I never minded being sick as a kid. In our house, being sick meant a day of special attention (an extra story or an super secure tuck-in at night), maybe the tiny television from the kitchen temporarily perched on my dresser, but mostly it meant 7-Up, Saltine crackers and war wonton soup. I, gratefully, never suffered any serious ailments as a kid, so I saw my few sick days as sort of special

There was the 7-Up, the first line of defense again sick day woes. Sometimes it was ginger ale, or even Hansen’s Fruit Sodas, but there was always a straw. On occasion there was even a flexi-straw, bent at a kind ninety degree angle toward my mouth. No matter the ailment, this was always a soothing balm, although mostly reserved for upset stomachs and sore throats. We didn’t drink much soda as kids (they rot your teeth, did you hear?), and I have a vague memory we were only allowed ‘clear’ or orange sodas – but that’s beside the point. It was a treat, and those effervescent, sugary bubbles always managed to do bring a bit of peace.

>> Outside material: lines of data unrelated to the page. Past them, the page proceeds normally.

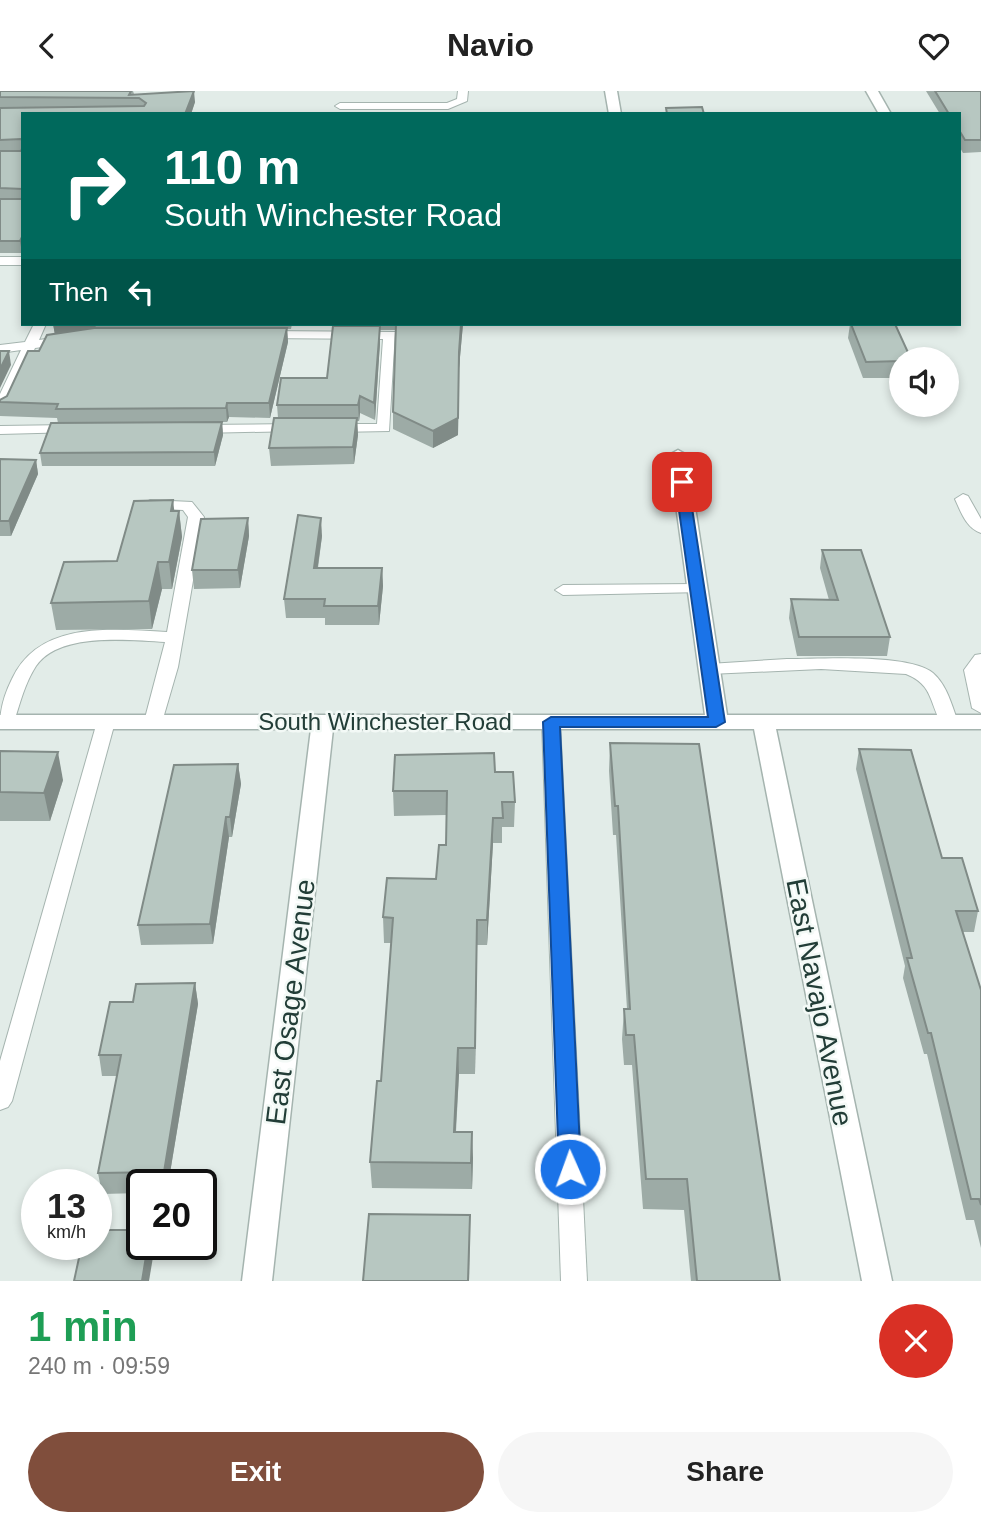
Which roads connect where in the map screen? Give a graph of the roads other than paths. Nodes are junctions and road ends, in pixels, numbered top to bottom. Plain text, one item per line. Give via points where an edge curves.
1 (463, 91) edge
2 (611, 91) edge
3 (872, 91) edge
4 (340, 106) dead end
5 (615, 112) edge
6 (884, 112) edge
7 (0, 261) edge
8 (21, 261) edge
9 (39, 326) edge
10 (250, 335) edge
11 (83, 337) edge
12 (30, 345) junction
13 (0, 349) edge
14 (0, 409) edge
15 (82, 429) edge
16 (192, 429) edge
17 (0, 430) edge
18 (678, 455) dead end
19 (962, 499) dead end
20 (142, 505) edge
21 (981, 528) edge
22 (697, 589) junction
23 (563, 590) dead end
24 (173, 636) junction
25 (981, 659) edge
26 (709, 669) junction
27 (981, 708) edge
28 (2, 722) edge
29 (106, 722) junction
30 (153, 722) junction
31 (323, 722) junction
32 (551, 722) junction
33 (716, 722) junction
34 (764, 722) junction
35 (949, 722) junction
36 (981, 722) edge
37 (0, 1101) edge
38 (257, 1281) edge
39 (575, 1281) edge
40 (877, 1281) edge

1 - 4 lane via 462,101 447,106
2 - 5 street
3 - 6 street
7 - 8 lane
9 - 12 lane
10 - 16 lane via 390,335 384,428
11 - 12 lane
12 - 13 lane
12 - 14 lane
15 - 17 lane
18 - 22 street
19 - 21 lane
20 - 24 lane via 187,505 196,517
22 - 23 lane
22 - 26 street
24 - 28 lane via 54,643 38,653 24,674
24 - 30 lane
25 - 27 lane via 973,670
26 - 33 street
26 - 35 lane via 762,664 890,666 924,674 936,688
28 - 29 street, South Winchester Road
29 - 30 street, South Winchester Road
29 - 37 lane
30 - 31 street, South Winchester Road
31 - 32 street, South Winchester Road
31 - 38 street, East Osage Avenue
32 - 33 street, South Winchester Road
32 - 39 lane
33 - 34 street, South Winchester Road
34 - 35 street, South Winchester Road
34 - 40 street, East Navajo Avenue
35 - 36 street, South Winchester Road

The Saltines were reserved for upset tummies, the first solid food when ready and able to eat again. The perfect combination of salt, crunch, blandness and dissolve-in-your-mouth texture. I remember the Volvo station wagon would make special trips to the store if someone was under the weather and the house was empty of these miracle crackers. To this day, I only eat them when I’m recovering from a rough stomach.

Then there is the war wonton soup. This is harder to explain, although on second thought it’s the same as chicken noodle soup – just from another culture. The cure-all war wonton soup was picked up from Jade East, the ‘hole in the wall’ Chinese restaurant between mom’s Pasadena Freeway freeway off ramp and home, the final stretch. Not just the average sick day food, growing up war wonton soup seemed to be mom’s cure-all.

Takeout orders were presented from behind the counter in cut-down cardboard boxes, the sides just tall enough to prevent the white waxed cardboard boxes of rice with the thin metal handles and the plastic containers of soup from knocking over and spilling on the car ride home. I only remember picking up those boxes once or twice, and we never ate in. The restaurant had an odd layout, and I still have the image of four heat-from-above buffet trays casting an orange-red light from the middle of the room. What I remember most was the short-sided box sitting in mom’s trunk, and how the smell permeated the whole car.

It’s nearly impossible to find any thing nearly as good as the Jade East war wonton variety in Charlotte, New Haven, Jamaica Plain, Portland, Madison or any of the places where I’ve been in dire need of this remedy. The liquid broth was watery, but flavorful, and one serving would fill the special big bowls reserved for this purpose alone. The broth was swimming with ‘fresh’ snow peas, carrot coins, bean sprouts, hearts of palm, water chestnuts, baby corns, slivers of white onion, scallion rings and bok choy - not to mention the thin ‘pork’ slices, uniformly brown around the edge and pink in the middle. And then there were the wontons; my reasoning always involved eating all the vegetables first in order to save these gems for last. They were ghostlike characters floating in the remaining broth, the thinnest rice noodle wrapped around an undistinguishable yet delicious meatball of pork or chicken or shrimp and onions…almost melting in your mouth.

Undoubtedly unconventional, this tonic soothed my stomach, refreshed my appetite and made everything better. So this past week, when I was struck with an out-of-nowhere stomach bug and finally regained my appetite…there was one thing, and one thing only, I wanted…war wonton soup.

Ok, and maybe I wanted my mom to come tuck me into bed too.